The prologue to Don Quijote de la Mancha is one of my single favorite pieces of literature. The artistry of the prose, combined with the humor of the whole thing and Cervantes' takedown of the more pretentious habits of his fellow writers combine into an amazing whole. I'd like to translate the whole thing, so won't post it here just yet.

Instead, have this blurb from a letter written by Laurence Sterne to Ignatius Sancho, a free black man living in England in the mid-18th century. Sancho had asked Sterne to write in favor of the abolitionist cause, saying

    That subject, handled in your striking manner, would ease the yoke (perhaps) of many — but if only one — Gracious God! — what a feast to a benevolent heart!

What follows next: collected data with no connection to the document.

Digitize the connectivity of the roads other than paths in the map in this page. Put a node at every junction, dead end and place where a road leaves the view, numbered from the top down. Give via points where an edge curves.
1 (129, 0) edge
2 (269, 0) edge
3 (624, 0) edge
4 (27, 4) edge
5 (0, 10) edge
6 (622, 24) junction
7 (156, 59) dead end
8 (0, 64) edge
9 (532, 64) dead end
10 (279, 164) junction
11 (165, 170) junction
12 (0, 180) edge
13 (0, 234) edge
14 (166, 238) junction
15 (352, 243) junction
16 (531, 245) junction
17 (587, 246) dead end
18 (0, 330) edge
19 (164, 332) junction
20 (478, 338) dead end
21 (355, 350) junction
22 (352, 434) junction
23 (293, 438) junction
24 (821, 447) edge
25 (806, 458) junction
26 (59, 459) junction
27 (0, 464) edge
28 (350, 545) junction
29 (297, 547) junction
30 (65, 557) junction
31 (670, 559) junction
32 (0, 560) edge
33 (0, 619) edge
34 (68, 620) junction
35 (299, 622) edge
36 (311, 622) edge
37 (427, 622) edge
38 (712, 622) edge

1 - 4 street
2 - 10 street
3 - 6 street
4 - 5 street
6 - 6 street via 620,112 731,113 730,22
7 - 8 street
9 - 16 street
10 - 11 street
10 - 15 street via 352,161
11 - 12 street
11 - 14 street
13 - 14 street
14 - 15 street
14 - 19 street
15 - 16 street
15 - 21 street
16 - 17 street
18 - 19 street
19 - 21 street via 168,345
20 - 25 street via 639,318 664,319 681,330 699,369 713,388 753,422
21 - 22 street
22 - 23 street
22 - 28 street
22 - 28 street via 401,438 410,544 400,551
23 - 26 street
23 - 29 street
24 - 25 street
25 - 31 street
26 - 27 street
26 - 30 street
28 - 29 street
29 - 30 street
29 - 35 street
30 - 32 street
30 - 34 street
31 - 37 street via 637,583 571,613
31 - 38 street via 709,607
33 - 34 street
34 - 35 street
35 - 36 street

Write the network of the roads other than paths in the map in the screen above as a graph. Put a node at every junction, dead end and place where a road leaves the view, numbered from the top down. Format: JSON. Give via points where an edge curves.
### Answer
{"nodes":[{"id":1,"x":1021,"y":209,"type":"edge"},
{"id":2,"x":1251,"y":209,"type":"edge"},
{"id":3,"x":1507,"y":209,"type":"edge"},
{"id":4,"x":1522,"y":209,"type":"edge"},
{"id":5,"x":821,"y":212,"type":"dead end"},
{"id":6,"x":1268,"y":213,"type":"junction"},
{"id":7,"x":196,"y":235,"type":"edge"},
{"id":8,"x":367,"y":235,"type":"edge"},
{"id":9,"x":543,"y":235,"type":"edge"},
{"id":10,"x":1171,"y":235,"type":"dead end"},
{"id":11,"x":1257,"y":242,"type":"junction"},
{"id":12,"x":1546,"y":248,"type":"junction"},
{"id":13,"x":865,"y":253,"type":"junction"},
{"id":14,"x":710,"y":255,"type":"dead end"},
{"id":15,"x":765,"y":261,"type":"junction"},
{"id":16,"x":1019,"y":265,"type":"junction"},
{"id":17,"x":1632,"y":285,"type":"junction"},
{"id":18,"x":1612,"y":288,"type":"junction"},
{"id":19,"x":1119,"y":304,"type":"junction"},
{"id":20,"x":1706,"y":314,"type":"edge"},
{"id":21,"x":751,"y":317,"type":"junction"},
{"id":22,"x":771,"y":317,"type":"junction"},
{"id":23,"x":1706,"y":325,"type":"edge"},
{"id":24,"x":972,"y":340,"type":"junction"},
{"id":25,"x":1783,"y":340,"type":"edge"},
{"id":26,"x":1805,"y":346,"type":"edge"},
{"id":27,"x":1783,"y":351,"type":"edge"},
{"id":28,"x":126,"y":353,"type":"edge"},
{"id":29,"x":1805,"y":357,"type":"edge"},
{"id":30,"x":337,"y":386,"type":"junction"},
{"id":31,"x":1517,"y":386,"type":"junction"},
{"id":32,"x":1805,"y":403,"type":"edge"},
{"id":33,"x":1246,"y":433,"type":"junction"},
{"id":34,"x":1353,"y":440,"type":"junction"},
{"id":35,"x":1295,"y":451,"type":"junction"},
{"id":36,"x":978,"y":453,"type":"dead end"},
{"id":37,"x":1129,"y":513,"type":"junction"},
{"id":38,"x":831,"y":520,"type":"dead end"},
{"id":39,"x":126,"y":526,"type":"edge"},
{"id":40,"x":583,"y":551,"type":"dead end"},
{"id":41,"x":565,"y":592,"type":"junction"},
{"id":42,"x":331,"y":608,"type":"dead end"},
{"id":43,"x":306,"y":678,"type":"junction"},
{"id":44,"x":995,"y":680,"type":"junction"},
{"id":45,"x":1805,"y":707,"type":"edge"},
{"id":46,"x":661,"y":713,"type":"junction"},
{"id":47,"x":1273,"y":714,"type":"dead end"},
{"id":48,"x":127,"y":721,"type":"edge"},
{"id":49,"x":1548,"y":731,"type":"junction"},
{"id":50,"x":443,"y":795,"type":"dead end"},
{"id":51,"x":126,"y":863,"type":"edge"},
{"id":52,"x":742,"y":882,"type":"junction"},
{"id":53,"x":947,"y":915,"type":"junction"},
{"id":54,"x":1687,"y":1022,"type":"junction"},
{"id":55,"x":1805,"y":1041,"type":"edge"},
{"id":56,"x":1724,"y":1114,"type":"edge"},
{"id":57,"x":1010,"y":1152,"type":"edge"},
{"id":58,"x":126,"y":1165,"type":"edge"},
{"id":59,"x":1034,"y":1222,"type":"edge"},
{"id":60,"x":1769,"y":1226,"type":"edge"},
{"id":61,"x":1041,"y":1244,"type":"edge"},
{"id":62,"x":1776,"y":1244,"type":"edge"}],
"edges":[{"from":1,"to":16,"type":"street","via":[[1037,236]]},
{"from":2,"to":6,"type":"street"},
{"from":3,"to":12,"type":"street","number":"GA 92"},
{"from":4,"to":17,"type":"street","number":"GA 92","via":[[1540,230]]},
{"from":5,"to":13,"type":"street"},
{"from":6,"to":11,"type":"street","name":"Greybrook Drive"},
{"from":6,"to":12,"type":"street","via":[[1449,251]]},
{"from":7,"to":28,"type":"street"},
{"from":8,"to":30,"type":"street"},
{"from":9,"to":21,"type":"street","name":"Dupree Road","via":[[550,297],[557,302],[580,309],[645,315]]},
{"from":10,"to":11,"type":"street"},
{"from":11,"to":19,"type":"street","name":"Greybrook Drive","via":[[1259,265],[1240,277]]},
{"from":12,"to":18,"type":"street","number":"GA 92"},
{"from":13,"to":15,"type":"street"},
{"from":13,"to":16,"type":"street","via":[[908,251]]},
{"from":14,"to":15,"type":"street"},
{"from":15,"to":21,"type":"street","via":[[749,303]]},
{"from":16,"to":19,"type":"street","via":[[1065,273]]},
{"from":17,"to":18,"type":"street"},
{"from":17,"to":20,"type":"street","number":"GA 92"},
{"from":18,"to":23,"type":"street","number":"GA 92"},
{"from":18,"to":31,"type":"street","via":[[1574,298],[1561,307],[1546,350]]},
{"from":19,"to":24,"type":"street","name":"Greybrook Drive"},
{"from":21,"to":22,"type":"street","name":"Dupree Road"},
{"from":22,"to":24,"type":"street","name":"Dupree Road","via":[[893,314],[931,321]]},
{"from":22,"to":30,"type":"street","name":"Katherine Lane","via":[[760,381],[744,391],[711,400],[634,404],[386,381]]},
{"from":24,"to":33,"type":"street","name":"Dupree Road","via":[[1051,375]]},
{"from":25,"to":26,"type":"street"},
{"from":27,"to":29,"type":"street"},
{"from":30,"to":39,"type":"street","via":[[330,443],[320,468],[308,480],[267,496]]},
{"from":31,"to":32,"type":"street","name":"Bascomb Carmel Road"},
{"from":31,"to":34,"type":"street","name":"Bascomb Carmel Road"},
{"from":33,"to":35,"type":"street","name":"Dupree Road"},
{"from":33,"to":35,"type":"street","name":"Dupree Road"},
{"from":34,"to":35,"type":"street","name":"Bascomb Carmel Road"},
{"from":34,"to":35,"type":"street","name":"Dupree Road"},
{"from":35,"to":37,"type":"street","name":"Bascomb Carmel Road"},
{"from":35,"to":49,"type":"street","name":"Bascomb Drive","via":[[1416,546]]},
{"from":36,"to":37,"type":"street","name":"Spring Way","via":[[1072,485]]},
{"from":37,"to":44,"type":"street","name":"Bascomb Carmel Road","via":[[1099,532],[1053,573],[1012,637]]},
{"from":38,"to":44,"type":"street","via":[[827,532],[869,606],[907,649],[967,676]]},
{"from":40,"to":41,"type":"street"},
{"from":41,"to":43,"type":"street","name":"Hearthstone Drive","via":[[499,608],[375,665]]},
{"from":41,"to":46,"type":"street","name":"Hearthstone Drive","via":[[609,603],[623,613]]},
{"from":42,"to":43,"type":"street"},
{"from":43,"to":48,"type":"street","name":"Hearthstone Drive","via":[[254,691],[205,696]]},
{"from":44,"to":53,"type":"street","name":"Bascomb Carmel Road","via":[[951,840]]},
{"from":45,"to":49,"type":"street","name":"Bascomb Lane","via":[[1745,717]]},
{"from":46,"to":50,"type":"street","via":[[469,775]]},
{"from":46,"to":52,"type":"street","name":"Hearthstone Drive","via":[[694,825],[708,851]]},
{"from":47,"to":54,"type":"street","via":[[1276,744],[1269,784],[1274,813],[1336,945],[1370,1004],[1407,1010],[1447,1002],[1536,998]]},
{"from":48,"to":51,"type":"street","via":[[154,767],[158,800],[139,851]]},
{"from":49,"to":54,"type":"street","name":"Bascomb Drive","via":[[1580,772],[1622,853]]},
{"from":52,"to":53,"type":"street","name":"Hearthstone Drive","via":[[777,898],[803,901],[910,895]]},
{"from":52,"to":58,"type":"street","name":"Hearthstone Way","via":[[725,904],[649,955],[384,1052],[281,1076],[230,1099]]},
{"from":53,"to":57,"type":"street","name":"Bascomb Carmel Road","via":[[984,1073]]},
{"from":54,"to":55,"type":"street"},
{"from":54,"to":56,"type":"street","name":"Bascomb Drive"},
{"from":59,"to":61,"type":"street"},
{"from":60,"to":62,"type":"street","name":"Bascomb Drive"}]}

Sterne, meanwhile, was in the middle of writing Tristram Shandy, which contains a conversation between two characters bemoaning the poor treatment of a black servant in a shop. Sterne's response is great, and became widely quoted among abolitionists in the UK:

    There is a strange coincidence, Sancho, in the little events (as well as in the great ones) of this world: for I had been writing a tender tale of the sorrows of a friendless poor negro-girl, and my eyes had scarce done smarting with it, when your letter of recommendation in behalf of so many of her brethren and sisters, came to me — but why her brethren? — or yours, Sancho! any more than mine? It is by the finest tints, and most insensible gradations, that nature descends from the fairest face about St James’s, to the sootiest complexion in Africa: at which tint of these, is it, that the ties of blood are to cease? and how many shades must we descend lower still in the scale, ere mercy is to vanish with them? — but ’tis no uncommon thing, my good Sancho, for one half of the world to use the other half of it like brutes, & then endeavor to make ’em so.